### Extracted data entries
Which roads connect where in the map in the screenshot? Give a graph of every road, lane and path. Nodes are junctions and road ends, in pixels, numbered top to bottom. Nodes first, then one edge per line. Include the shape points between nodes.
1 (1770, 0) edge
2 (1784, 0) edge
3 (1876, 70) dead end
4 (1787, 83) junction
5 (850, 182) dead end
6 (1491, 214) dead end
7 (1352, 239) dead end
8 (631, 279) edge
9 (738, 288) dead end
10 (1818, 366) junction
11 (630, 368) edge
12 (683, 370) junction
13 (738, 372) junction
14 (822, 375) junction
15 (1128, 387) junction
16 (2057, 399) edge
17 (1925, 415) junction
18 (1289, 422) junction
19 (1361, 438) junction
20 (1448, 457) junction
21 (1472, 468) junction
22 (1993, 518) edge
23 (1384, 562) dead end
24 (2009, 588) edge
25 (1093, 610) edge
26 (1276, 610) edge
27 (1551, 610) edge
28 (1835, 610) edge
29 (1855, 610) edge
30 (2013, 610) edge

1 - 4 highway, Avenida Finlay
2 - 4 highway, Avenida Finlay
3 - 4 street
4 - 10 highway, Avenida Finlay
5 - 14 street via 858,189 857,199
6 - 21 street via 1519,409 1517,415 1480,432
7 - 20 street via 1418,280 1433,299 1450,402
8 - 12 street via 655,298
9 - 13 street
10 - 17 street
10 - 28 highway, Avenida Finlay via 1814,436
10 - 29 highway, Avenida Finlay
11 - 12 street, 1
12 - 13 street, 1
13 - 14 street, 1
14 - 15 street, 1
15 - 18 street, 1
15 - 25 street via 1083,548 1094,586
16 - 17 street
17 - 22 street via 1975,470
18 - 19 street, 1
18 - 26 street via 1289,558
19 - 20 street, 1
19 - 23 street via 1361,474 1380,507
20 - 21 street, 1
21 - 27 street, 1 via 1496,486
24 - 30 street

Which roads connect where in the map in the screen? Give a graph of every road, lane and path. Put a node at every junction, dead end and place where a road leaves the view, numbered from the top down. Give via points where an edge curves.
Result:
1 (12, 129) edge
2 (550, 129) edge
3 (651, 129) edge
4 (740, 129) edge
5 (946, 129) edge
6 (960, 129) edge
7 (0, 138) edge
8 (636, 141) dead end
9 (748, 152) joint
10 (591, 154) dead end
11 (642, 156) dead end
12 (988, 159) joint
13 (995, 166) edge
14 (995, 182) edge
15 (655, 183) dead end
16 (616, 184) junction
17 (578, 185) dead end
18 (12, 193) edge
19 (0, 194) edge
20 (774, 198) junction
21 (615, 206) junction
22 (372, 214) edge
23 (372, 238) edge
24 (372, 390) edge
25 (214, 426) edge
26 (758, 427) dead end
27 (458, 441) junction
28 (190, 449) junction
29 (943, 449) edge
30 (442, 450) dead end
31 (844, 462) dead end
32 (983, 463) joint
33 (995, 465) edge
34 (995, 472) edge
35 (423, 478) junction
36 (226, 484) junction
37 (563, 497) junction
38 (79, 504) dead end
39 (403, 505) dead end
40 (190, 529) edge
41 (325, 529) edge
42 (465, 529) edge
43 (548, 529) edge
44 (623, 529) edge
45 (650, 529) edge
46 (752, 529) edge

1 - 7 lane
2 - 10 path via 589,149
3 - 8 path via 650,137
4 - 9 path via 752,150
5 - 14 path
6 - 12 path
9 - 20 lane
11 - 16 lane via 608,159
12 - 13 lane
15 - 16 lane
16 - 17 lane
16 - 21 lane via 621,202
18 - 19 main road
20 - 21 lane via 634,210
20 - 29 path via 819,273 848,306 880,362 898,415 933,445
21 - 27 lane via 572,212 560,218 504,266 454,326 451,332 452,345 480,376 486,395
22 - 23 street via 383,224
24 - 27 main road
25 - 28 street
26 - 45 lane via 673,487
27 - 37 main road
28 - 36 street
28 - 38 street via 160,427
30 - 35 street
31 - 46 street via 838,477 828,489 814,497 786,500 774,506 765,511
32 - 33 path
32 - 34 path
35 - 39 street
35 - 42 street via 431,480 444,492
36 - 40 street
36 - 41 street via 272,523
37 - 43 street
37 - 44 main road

### Required work
Transcribe the records above in full, exactly as they stand.

### Solution to this exercise
Which roads connect where in the map in the screenshot? Give a graph of every road, lane and path. Nodes are junctions and road ends, in pixels, numbered top to bottom. Nodes first, then one edge per line. Include the shape points between nodes.
1 (1770, 0) edge
2 (1784, 0) edge
3 (1876, 70) dead end
4 (1787, 83) junction
5 (850, 182) dead end
6 (1491, 214) dead end
7 (1352, 239) dead end
8 (631, 279) edge
9 (738, 288) dead end
10 (1818, 366) junction
11 (630, 368) edge
12 (683, 370) junction
13 (738, 372) junction
14 (822, 375) junction
15 (1128, 387) junction
16 (2057, 399) edge
17 (1925, 415) junction
18 (1289, 422) junction
19 (1361, 438) junction
20 (1448, 457) junction
21 (1472, 468) junction
22 (1993, 518) edge
23 (1384, 562) dead end
24 (2009, 588) edge
25 (1093, 610) edge
26 (1276, 610) edge
27 (1551, 610) edge
28 (1835, 610) edge
29 (1855, 610) edge
30 (2013, 610) edge

1 - 4 highway, Avenida Finlay
2 - 4 highway, Avenida Finlay
3 - 4 street
4 - 10 highway, Avenida Finlay
5 - 14 street via 858,189 857,199
6 - 21 street via 1519,409 1517,415 1480,432
7 - 20 street via 1418,280 1433,299 1450,402
8 - 12 street via 655,298
9 - 13 street
10 - 17 street
10 - 28 highway, Avenida Finlay via 1814,436
10 - 29 highway, Avenida Finlay
11 - 12 street, 1
12 - 13 street, 1
13 - 14 street, 1
14 - 15 street, 1
15 - 18 street, 1
15 - 25 street via 1083,548 1094,586
16 - 17 street
17 - 22 street via 1975,470
18 - 19 street, 1
18 - 26 street via 1289,558
19 - 20 street, 1
19 - 23 street via 1361,474 1380,507
20 - 21 street, 1
21 - 27 street, 1 via 1496,486
24 - 30 street

Which roads connect where in the map in the screen? Give a graph of every road, lane and path. Put a node at every junction, dead end and place where a road leaves the view, numbered from the top down. Give via points where an edge curves.
Result:
1 (12, 129) edge
2 (550, 129) edge
3 (651, 129) edge
4 (740, 129) edge
5 (946, 129) edge
6 (960, 129) edge
7 (0, 138) edge
8 (636, 141) dead end
9 (748, 152) joint
10 (591, 154) dead end
11 (642, 156) dead end
12 (988, 159) joint
13 (995, 166) edge
14 (995, 182) edge
15 (655, 183) dead end
16 (616, 184) junction
17 (578, 185) dead end
18 (12, 193) edge
19 (0, 194) edge
20 (774, 198) junction
21 (615, 206) junction
22 (372, 214) edge
23 (372, 238) edge
24 (372, 390) edge
25 (214, 426) edge
26 (758, 427) dead end
27 (458, 441) junction
28 (190, 449) junction
29 (943, 449) edge
30 (442, 450) dead end
31 (844, 462) dead end
32 (983, 463) joint
33 (995, 465) edge
34 (995, 472) edge
35 (423, 478) junction
36 (226, 484) junction
37 (563, 497) junction
38 (79, 504) dead end
39 (403, 505) dead end
40 (190, 529) edge
41 (325, 529) edge
42 (465, 529) edge
43 (548, 529) edge
44 (623, 529) edge
45 (650, 529) edge
46 (752, 529) edge

1 - 7 lane
2 - 10 path via 589,149
3 - 8 path via 650,137
4 - 9 path via 752,150
5 - 14 path
6 - 12 path
9 - 20 lane
11 - 16 lane via 608,159
12 - 13 lane
15 - 16 lane
16 - 17 lane
16 - 21 lane via 621,202
18 - 19 main road
20 - 21 lane via 634,210
20 - 29 path via 819,273 848,306 880,362 898,415 933,445
21 - 27 lane via 572,212 560,218 504,266 454,326 451,332 452,345 480,376 486,395
22 - 23 street via 383,224
24 - 27 main road
25 - 28 street
26 - 45 lane via 673,487
27 - 37 main road
28 - 36 street
28 - 38 street via 160,427
30 - 35 street
31 - 46 street via 838,477 828,489 814,497 786,500 774,506 765,511
32 - 33 path
32 - 34 path
35 - 39 street
35 - 42 street via 431,480 444,492
36 - 40 street
36 - 41 street via 272,523
37 - 43 street
37 - 44 main road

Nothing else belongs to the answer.